Task directions:
Pull every "Gateway" line out of the data below.
########
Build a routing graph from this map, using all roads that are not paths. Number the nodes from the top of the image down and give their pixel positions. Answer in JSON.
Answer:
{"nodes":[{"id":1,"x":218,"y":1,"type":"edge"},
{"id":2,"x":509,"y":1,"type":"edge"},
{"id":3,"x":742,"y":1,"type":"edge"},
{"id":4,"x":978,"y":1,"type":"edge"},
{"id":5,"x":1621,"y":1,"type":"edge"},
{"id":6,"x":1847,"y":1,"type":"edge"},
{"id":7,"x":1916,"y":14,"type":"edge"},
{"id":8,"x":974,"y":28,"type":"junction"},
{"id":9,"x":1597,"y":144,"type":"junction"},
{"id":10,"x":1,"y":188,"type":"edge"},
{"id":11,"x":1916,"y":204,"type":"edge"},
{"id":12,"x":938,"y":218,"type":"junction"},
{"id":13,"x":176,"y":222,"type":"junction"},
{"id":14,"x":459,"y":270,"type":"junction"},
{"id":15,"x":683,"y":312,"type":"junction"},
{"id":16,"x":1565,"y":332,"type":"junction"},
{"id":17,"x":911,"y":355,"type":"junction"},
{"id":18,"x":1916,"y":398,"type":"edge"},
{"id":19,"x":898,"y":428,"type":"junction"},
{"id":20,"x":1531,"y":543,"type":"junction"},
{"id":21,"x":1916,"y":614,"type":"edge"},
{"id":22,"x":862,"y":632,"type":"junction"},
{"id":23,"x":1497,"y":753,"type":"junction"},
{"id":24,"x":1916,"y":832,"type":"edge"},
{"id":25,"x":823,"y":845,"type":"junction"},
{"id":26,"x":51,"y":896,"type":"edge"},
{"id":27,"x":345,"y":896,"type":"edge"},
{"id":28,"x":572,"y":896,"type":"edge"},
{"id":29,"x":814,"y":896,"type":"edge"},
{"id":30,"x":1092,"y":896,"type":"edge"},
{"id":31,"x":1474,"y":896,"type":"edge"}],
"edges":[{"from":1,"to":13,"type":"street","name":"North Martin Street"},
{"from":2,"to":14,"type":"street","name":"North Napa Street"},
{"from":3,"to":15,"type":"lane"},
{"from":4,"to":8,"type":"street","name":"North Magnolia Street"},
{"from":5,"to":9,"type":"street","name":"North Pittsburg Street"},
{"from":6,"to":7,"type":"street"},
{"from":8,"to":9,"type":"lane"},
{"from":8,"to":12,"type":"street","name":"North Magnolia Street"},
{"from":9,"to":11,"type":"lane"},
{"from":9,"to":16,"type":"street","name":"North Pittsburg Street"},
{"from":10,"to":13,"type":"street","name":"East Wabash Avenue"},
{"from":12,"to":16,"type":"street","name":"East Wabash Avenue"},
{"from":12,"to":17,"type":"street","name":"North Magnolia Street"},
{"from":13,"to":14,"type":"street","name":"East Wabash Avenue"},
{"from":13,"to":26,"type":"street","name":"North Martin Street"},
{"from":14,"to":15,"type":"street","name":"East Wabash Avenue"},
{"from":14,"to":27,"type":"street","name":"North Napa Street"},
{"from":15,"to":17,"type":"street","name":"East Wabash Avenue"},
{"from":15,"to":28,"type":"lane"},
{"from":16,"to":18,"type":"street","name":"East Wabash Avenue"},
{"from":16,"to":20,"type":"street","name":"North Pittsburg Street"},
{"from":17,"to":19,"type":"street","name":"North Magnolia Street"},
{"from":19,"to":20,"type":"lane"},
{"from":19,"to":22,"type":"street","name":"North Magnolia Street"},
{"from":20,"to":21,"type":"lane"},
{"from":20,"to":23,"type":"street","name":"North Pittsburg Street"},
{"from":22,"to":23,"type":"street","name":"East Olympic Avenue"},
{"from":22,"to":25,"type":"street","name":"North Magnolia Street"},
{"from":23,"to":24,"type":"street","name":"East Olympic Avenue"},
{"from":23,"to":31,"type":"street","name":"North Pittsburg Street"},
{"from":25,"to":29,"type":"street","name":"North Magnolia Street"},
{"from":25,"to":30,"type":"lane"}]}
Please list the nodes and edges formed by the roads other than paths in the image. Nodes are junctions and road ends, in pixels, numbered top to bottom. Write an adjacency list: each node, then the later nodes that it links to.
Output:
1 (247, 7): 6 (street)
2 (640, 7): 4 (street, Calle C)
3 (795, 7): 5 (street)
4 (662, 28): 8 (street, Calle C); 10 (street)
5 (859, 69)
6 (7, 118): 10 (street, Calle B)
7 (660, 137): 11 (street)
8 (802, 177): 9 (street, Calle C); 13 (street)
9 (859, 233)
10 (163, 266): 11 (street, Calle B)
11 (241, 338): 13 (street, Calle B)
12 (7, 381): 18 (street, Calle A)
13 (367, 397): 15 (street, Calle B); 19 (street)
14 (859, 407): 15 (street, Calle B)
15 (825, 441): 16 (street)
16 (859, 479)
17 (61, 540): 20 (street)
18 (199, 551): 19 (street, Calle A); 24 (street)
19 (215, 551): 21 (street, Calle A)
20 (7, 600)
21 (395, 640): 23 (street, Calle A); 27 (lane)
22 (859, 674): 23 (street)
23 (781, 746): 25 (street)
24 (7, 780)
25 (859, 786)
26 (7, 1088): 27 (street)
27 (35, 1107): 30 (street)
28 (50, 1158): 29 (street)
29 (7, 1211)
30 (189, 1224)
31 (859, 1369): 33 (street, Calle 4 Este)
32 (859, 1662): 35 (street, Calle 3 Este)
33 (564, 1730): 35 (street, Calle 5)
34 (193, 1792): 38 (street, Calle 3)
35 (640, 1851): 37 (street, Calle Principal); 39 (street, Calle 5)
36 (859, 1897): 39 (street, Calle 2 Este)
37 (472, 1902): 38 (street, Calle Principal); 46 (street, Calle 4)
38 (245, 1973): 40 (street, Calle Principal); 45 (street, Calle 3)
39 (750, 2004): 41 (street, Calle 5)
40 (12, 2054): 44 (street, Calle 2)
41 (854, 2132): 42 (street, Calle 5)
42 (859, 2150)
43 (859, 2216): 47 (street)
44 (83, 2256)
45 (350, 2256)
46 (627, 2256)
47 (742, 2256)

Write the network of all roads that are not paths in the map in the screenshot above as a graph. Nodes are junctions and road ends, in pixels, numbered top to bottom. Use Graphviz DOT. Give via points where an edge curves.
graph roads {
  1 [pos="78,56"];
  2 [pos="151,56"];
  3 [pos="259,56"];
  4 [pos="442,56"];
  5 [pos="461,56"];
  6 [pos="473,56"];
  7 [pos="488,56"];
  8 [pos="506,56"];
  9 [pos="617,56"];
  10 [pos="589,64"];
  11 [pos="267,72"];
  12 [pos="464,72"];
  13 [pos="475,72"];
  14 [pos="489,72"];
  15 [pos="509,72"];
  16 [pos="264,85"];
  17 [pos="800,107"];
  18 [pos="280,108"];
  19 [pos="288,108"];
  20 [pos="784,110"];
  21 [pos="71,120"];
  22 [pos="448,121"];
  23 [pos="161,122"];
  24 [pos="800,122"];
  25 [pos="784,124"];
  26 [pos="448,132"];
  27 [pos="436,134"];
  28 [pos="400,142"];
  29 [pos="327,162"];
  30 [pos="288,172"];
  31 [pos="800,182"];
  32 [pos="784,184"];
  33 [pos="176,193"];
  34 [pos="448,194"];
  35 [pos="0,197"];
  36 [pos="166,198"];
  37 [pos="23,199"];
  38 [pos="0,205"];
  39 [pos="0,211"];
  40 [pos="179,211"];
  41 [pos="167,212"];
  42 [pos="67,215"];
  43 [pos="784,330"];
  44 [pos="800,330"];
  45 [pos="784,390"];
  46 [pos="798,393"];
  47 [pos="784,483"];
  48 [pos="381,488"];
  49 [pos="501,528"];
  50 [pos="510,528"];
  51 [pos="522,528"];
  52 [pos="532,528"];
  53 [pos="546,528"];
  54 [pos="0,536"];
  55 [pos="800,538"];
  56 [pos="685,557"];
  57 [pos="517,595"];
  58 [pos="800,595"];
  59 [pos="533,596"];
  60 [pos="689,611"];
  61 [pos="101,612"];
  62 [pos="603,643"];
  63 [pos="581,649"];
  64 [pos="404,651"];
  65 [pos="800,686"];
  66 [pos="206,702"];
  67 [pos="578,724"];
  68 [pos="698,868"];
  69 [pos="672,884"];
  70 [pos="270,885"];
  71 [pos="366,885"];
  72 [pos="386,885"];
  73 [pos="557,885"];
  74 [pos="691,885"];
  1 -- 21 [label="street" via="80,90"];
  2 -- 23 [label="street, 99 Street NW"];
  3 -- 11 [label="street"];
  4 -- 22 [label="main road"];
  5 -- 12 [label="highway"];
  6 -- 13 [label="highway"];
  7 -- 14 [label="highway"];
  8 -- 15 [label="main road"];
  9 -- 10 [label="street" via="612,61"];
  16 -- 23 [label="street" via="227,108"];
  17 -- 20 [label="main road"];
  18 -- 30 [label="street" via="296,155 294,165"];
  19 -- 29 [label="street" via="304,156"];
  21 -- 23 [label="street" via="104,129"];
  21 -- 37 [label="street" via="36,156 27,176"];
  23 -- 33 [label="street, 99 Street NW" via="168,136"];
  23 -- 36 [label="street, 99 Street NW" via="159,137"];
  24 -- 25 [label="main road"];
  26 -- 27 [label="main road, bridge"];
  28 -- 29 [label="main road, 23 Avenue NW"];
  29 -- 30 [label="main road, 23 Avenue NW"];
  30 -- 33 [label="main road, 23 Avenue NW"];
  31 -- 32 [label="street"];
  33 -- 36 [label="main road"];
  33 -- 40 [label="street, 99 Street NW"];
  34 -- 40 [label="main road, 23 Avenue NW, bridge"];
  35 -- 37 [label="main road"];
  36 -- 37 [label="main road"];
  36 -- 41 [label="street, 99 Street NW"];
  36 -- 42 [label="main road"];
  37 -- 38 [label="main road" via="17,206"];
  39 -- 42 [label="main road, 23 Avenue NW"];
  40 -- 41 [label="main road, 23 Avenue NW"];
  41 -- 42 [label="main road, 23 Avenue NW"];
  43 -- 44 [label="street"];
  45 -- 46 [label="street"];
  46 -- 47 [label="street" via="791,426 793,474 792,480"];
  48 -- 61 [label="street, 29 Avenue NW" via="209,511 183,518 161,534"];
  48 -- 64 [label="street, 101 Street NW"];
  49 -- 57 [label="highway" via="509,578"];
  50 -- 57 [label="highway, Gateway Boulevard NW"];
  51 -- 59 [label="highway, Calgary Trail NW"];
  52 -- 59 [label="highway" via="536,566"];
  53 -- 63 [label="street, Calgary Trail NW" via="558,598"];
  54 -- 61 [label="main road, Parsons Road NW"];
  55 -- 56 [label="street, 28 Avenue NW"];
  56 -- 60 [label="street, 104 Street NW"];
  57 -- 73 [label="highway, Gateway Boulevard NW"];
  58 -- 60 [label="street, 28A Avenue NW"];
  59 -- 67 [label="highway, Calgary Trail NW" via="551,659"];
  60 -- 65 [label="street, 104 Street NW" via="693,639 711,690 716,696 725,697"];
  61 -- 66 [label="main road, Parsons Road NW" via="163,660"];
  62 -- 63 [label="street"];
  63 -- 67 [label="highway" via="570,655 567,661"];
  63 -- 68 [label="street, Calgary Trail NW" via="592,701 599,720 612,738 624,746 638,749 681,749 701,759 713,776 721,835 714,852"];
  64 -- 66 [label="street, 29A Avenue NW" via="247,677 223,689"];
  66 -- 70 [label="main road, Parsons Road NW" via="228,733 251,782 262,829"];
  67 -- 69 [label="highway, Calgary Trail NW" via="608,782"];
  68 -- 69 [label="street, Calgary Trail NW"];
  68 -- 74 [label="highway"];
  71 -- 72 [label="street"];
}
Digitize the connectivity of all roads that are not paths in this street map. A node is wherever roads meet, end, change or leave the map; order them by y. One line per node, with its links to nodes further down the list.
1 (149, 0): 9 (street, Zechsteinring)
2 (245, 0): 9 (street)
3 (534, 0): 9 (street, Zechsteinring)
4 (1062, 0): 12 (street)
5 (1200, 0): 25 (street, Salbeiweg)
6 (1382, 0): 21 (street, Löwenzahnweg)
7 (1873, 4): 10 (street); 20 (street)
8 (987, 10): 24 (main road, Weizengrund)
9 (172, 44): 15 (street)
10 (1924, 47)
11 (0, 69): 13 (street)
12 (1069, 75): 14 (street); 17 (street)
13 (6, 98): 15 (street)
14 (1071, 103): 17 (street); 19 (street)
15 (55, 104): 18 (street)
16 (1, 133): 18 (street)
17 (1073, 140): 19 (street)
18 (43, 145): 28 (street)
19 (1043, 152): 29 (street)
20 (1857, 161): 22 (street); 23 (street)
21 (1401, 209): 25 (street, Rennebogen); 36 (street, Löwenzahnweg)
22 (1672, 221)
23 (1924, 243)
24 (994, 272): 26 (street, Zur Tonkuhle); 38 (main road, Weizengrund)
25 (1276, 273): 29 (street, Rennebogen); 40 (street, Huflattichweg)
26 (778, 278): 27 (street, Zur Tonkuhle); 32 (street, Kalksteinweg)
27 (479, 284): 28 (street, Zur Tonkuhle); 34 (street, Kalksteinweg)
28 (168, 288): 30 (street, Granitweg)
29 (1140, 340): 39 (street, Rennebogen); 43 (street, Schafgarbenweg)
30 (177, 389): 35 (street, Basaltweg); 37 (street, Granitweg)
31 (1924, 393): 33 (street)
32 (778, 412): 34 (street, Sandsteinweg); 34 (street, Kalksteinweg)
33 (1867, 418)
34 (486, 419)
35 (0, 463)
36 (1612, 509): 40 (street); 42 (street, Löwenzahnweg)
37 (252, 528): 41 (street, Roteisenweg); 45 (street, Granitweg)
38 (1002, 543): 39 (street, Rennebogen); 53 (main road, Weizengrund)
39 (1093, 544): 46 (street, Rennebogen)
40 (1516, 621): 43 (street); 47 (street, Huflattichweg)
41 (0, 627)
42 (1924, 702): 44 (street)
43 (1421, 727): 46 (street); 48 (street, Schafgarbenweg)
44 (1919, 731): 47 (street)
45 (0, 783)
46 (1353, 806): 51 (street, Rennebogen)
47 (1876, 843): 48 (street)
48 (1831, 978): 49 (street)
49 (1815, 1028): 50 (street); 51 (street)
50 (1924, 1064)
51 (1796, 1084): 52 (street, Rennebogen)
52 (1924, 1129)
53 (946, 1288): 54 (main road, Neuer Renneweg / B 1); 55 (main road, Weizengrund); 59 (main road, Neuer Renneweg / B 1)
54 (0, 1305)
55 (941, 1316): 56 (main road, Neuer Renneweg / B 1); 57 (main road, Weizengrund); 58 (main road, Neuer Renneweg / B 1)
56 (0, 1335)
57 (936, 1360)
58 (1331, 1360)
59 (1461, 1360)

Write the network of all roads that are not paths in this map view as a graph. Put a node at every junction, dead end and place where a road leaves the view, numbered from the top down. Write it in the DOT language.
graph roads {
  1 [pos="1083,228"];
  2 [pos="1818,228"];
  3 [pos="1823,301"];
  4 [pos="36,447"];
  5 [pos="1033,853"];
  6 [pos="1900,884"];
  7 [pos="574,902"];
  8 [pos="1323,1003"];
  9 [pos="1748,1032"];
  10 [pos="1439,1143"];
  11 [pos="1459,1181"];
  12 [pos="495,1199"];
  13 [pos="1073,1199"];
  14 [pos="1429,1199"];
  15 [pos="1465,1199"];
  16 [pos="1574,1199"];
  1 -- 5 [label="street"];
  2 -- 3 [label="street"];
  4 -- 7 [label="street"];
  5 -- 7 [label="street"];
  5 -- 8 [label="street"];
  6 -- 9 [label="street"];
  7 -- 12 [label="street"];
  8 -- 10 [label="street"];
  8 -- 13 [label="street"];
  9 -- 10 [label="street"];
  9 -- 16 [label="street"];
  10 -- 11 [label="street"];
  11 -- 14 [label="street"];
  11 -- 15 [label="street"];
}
########
The completed task:
  50 -- 57 [label="highway, Gateway Boulevard NW"];
  57 -- 73 [label="highway, Gateway Boulevard NW"];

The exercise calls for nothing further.